23日の「慰霊の日」を前に、広島の原爆で閃光(せんこう)を浴びて傷つき、修復された「被爆ピアノ」が2日、同じ73年前に「集団自決(強制集団死)」などで85人が犠牲になった沖縄県読谷村波平のチビチリガマ前で、初めて演奏された。生存者や遺族を含む村内外約200人が戦火の記憶を刻んだ音色に聴き入り、ガマに眠る犠牲者の冥福を祈った。崖下にある会場に入りきれず、崖の上から耳を傾ける人もいた。

広島原爆の閃光で傷ついたピアノの音色に、歌声を乗せる古堅小の児童ら=2日、読谷村波平・チビチリガマ(篠原知恵撮影)

広島原爆の閃光で傷ついたピアノの音色に、歌声を乗せる古堅小の児童ら=2日、読谷村波平・チビチリガマ(篠原知恵撮影)

 ピアノは1938年に作られたもので、ほぼ被爆当時のまま。
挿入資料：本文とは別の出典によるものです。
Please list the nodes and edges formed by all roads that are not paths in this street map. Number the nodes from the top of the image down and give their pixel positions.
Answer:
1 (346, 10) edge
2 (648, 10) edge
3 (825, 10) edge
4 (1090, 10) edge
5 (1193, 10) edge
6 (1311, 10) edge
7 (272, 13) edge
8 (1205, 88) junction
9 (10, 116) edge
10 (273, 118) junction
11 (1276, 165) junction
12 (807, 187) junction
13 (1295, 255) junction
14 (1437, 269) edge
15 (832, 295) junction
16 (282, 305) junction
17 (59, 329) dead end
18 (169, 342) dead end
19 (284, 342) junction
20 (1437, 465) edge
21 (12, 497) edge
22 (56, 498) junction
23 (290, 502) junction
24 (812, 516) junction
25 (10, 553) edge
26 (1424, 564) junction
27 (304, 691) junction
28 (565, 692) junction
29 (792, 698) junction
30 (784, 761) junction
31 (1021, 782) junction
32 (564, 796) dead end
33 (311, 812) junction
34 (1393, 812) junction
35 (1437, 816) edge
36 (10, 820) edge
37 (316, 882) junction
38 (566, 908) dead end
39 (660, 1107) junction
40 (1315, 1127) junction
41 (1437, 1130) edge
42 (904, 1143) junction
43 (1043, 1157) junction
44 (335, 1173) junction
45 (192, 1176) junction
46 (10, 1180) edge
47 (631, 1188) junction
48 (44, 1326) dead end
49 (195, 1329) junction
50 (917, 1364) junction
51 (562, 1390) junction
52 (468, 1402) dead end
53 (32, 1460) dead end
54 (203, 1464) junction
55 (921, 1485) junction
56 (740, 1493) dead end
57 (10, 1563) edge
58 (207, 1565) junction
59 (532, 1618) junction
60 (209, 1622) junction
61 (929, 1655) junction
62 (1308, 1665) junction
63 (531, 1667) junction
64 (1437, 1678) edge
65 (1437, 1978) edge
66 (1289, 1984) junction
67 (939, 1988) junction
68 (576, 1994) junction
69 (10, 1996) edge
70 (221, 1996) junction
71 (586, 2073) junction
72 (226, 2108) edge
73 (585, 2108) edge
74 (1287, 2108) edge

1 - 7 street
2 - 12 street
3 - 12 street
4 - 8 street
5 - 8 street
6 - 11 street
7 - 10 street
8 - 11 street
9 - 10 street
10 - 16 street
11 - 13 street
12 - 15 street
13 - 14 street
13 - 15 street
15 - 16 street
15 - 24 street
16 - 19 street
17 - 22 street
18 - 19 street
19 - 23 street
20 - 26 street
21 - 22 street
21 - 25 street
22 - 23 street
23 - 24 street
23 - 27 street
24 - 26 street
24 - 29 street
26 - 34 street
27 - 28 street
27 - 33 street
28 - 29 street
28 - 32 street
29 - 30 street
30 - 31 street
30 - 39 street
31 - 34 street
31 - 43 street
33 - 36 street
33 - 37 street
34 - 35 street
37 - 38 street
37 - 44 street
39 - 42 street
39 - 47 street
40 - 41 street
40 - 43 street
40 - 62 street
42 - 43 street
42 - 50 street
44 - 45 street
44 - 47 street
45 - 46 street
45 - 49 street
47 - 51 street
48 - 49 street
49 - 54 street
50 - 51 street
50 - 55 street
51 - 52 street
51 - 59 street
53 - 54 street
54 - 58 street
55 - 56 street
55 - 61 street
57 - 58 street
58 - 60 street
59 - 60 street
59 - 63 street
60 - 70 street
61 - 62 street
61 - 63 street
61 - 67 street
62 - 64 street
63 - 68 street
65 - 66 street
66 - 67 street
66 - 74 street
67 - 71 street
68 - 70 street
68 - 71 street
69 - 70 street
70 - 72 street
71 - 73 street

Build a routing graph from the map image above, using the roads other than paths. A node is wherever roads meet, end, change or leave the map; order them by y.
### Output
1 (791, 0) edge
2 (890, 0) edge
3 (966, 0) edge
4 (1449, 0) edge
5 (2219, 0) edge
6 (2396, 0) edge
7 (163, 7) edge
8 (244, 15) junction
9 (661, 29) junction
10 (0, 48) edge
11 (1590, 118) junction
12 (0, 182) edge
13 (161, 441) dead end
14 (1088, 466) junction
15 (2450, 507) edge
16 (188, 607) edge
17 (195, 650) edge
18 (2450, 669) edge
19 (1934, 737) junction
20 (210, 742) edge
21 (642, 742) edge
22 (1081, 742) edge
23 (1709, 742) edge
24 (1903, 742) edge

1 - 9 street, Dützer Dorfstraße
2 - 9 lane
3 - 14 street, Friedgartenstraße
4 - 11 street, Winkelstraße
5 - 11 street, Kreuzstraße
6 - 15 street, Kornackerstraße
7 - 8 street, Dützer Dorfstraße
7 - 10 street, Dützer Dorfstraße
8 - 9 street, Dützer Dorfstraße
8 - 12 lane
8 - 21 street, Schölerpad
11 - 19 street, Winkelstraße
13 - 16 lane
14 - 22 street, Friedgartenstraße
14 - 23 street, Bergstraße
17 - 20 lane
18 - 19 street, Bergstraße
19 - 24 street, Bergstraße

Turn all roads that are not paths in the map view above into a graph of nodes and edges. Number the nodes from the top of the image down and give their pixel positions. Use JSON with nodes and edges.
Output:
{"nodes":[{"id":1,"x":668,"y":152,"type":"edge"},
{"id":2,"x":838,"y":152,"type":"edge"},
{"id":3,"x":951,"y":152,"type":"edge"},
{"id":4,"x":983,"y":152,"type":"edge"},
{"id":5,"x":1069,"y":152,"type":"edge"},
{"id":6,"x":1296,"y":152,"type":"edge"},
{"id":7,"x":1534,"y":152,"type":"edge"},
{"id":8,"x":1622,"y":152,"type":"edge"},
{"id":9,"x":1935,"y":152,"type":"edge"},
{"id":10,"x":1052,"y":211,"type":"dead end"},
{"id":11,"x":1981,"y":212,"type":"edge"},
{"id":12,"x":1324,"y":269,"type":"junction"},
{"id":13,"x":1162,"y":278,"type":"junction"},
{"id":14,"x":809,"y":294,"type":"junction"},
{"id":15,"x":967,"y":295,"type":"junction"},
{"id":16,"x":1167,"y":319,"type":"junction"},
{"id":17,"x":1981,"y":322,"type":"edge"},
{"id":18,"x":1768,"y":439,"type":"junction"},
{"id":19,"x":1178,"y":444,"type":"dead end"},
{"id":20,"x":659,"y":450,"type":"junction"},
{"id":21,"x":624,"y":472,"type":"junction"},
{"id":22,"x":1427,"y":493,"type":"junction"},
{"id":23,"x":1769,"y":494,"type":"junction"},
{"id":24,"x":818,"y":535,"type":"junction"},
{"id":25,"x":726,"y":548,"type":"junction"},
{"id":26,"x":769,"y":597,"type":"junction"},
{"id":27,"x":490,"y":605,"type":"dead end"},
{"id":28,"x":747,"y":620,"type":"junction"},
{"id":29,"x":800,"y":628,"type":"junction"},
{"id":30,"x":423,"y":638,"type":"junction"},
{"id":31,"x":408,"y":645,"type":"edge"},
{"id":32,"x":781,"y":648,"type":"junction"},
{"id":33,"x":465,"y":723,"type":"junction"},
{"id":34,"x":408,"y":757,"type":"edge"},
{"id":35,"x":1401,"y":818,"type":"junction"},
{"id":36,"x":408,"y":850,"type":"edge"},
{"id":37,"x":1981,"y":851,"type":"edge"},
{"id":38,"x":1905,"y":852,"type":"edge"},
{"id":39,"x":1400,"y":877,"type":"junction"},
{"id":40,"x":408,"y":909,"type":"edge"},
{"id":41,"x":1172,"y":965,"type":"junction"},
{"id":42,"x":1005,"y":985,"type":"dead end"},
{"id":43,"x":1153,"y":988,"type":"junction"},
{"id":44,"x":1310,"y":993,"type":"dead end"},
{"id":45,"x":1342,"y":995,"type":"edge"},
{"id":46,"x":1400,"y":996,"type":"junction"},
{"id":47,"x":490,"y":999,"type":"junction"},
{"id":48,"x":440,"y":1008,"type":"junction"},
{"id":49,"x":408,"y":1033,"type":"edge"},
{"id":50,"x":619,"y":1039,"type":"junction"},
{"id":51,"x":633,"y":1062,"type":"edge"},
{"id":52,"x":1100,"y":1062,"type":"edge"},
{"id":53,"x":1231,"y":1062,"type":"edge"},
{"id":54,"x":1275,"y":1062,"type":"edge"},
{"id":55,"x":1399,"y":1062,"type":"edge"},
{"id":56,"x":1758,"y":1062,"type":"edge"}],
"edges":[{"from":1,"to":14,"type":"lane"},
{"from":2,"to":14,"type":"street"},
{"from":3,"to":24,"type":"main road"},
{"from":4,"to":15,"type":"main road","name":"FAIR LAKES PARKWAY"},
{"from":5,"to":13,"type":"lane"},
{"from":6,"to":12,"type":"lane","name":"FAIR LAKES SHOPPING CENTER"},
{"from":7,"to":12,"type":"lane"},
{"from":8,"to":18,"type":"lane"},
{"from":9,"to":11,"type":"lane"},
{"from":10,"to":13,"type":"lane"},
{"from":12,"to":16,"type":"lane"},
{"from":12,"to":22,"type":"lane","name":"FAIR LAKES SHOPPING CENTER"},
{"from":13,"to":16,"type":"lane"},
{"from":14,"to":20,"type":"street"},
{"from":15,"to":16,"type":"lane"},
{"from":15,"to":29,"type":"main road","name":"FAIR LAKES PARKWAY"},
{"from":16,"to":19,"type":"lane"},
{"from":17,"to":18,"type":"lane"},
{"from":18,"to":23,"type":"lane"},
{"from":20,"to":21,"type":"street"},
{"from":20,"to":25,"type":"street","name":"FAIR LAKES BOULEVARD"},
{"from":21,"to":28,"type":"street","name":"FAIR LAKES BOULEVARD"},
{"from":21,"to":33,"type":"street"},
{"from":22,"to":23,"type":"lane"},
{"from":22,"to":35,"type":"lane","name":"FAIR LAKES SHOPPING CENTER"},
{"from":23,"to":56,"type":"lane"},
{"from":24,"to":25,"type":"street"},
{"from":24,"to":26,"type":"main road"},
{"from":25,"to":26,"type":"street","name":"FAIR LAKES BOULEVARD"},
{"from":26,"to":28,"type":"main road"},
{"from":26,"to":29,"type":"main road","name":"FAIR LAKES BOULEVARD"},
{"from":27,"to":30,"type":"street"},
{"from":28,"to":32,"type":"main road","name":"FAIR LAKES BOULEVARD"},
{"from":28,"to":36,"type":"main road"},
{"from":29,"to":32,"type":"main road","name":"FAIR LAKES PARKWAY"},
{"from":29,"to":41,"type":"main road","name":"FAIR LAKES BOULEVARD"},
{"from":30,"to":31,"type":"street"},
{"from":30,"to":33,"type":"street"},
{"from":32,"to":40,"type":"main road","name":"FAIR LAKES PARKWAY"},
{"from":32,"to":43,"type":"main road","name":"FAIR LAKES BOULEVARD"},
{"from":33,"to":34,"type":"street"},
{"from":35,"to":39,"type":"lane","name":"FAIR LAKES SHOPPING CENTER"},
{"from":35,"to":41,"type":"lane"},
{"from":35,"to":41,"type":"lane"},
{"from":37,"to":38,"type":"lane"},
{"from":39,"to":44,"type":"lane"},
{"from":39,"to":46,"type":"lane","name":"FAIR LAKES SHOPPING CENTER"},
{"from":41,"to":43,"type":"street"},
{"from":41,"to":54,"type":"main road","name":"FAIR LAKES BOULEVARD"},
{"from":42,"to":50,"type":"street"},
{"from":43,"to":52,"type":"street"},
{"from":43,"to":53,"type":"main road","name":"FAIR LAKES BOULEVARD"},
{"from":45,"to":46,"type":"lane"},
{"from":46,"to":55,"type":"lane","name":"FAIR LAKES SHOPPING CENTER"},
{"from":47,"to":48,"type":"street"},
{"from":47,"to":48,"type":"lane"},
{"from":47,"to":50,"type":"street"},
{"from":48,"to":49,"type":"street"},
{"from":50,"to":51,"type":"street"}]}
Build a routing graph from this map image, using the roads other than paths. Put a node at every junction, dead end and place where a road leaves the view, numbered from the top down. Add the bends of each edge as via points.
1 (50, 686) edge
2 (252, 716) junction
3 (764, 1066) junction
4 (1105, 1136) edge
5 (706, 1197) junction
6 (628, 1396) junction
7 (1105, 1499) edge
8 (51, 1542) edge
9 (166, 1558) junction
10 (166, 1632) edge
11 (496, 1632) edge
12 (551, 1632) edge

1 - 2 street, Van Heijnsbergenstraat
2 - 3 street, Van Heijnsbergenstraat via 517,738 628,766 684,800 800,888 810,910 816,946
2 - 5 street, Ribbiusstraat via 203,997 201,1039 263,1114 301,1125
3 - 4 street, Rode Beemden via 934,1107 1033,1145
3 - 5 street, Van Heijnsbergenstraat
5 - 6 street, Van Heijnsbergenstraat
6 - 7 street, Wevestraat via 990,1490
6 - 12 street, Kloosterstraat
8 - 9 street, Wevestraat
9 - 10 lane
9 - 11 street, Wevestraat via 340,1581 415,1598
被爆2世で広島市の調律師、矢川光則さん(66)の協力で実現した。

 主催者で、母方の祖父母ら5人を亡くした遺族会の與那覇徳雄会長(63)は「ここは間違った戦争で家族や親族同士、自らで命を絶った犠牲者の遺骨が眠る墓だ。戦争で傷ついた被爆ピアノの音とつなぐことで、より平和を語り継ぐ機会にしたい」と願いを込めた。

 村内の奏者が奏でるピアノに、読谷小と古堅小の児童が歌声を乗せた。読谷小6年の城間紀尚(のりひさ)君は、ガマでの合唱を通し「県内外の人に、戦争は絶対いけないと知らせたい」と思ったという。祖父らにも「戦争でどんなことがあったのか、聞いてみたい」と語った。

 45年4月1日に読谷を含む本島西海岸に上陸した米軍は同2日、チビチリガマ周辺に侵攻。ガマに避難していた住民約140人のうち21世帯83人が「集団自決」に追い込まれ、米兵による射殺で2人が亡くなった。「集団自決」の犠牲者の約6割が18歳以下だった。